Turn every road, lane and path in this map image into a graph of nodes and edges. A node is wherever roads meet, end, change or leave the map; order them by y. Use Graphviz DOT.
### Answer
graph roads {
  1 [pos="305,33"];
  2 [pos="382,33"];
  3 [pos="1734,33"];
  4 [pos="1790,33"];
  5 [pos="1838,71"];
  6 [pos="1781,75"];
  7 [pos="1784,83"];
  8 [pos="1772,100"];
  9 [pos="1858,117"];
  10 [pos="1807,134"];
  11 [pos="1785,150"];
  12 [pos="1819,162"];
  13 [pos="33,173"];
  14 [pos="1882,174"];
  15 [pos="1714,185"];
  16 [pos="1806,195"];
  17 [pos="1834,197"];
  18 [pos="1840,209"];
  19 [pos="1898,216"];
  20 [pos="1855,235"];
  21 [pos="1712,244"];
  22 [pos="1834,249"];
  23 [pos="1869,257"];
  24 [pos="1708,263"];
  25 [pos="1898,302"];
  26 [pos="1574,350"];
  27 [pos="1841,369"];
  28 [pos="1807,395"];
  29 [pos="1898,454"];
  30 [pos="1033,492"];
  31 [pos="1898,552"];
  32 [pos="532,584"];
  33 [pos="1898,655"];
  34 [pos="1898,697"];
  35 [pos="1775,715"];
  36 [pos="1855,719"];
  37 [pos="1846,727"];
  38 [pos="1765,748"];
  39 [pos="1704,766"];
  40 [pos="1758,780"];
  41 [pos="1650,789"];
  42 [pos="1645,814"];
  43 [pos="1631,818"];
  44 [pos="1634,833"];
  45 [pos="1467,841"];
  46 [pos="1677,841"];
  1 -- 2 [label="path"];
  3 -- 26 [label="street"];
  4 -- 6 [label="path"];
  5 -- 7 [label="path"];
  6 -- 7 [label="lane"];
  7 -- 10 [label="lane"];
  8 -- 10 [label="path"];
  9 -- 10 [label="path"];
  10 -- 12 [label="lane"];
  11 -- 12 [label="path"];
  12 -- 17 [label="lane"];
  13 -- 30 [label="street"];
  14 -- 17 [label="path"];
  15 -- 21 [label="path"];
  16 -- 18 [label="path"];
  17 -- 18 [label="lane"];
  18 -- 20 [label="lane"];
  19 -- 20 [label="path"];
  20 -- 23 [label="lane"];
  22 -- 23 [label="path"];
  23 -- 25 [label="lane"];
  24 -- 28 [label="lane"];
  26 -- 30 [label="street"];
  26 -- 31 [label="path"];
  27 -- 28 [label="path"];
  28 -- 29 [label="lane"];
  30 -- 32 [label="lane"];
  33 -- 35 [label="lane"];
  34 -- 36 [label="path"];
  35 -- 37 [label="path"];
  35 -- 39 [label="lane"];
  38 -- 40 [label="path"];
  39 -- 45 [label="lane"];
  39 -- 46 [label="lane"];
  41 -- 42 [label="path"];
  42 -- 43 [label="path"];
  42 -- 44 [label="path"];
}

════════════════════

* **PROBLEM REQUIREMENTS**: What you should do is return the records above exactly, leaving nothing out.

* **EXPECTED ANSWER**:
Turn every road, lane and path in this map image into a graph of nodes and edges. A node is wherever roads meet, end, change or leave the map; order them by y. Use Graphviz DOT.
### Answer
graph roads {
  1 [pos="305,33"];
  2 [pos="382,33"];
  3 [pos="1734,33"];
  4 [pos="1790,33"];
  5 [pos="1838,71"];
  6 [pos="1781,75"];
  7 [pos="1784,83"];
  8 [pos="1772,100"];
  9 [pos="1858,117"];
  10 [pos="1807,134"];
  11 [pos="1785,150"];
  12 [pos="1819,162"];
  13 [pos="33,173"];
  14 [pos="1882,174"];
  15 [pos="1714,185"];
  16 [pos="1806,195"];
  17 [pos="1834,197"];
  18 [pos="1840,209"];
  19 [pos="1898,216"];
  20 [pos="1855,235"];
  21 [pos="1712,244"];
  22 [pos="1834,249"];
  23 [pos="1869,257"];
  24 [pos="1708,263"];
  25 [pos="1898,302"];
  26 [pos="1574,350"];
  27 [pos="1841,369"];
  28 [pos="1807,395"];
  29 [pos="1898,454"];
  30 [pos="1033,492"];
  31 [pos="1898,552"];
  32 [pos="532,584"];
  33 [pos="1898,655"];
  34 [pos="1898,697"];
  35 [pos="1775,715"];
  36 [pos="1855,719"];
  37 [pos="1846,727"];
  38 [pos="1765,748"];
  39 [pos="1704,766"];
  40 [pos="1758,780"];
  41 [pos="1650,789"];
  42 [pos="1645,814"];
  43 [pos="1631,818"];
  44 [pos="1634,833"];
  45 [pos="1467,841"];
  46 [pos="1677,841"];
  1 -- 2 [label="path"];
  3 -- 26 [label="street"];
  4 -- 6 [label="path"];
  5 -- 7 [label="path"];
  6 -- 7 [label="lane"];
  7 -- 10 [label="lane"];
  8 -- 10 [label="path"];
  9 -- 10 [label="path"];
  10 -- 12 [label="lane"];
  11 -- 12 [label="path"];
  12 -- 17 [label="lane"];
  13 -- 30 [label="street"];
  14 -- 17 [label="path"];
  15 -- 21 [label="path"];
  16 -- 18 [label="path"];
  17 -- 18 [label="lane"];
  18 -- 20 [label="lane"];
  19 -- 20 [label="path"];
  20 -- 23 [label="lane"];
  22 -- 23 [label="path"];
  23 -- 25 [label="lane"];
  24 -- 28 [label="lane"];
  26 -- 30 [label="street"];
  26 -- 31 [label="path"];
  27 -- 28 [label="path"];
  28 -- 29 [label="lane"];
  30 -- 32 [label="lane"];
  33 -- 35 [label="lane"];
  34 -- 36 [label="path"];
  35 -- 37 [label="path"];
  35 -- 39 [label="lane"];
  38 -- 40 [label="path"];
  39 -- 45 [label="lane"];
  39 -- 46 [label="lane"];
  41 -- 42 [label="path"];
  42 -- 43 [label="path"];
  42 -- 44 [label="path"];
}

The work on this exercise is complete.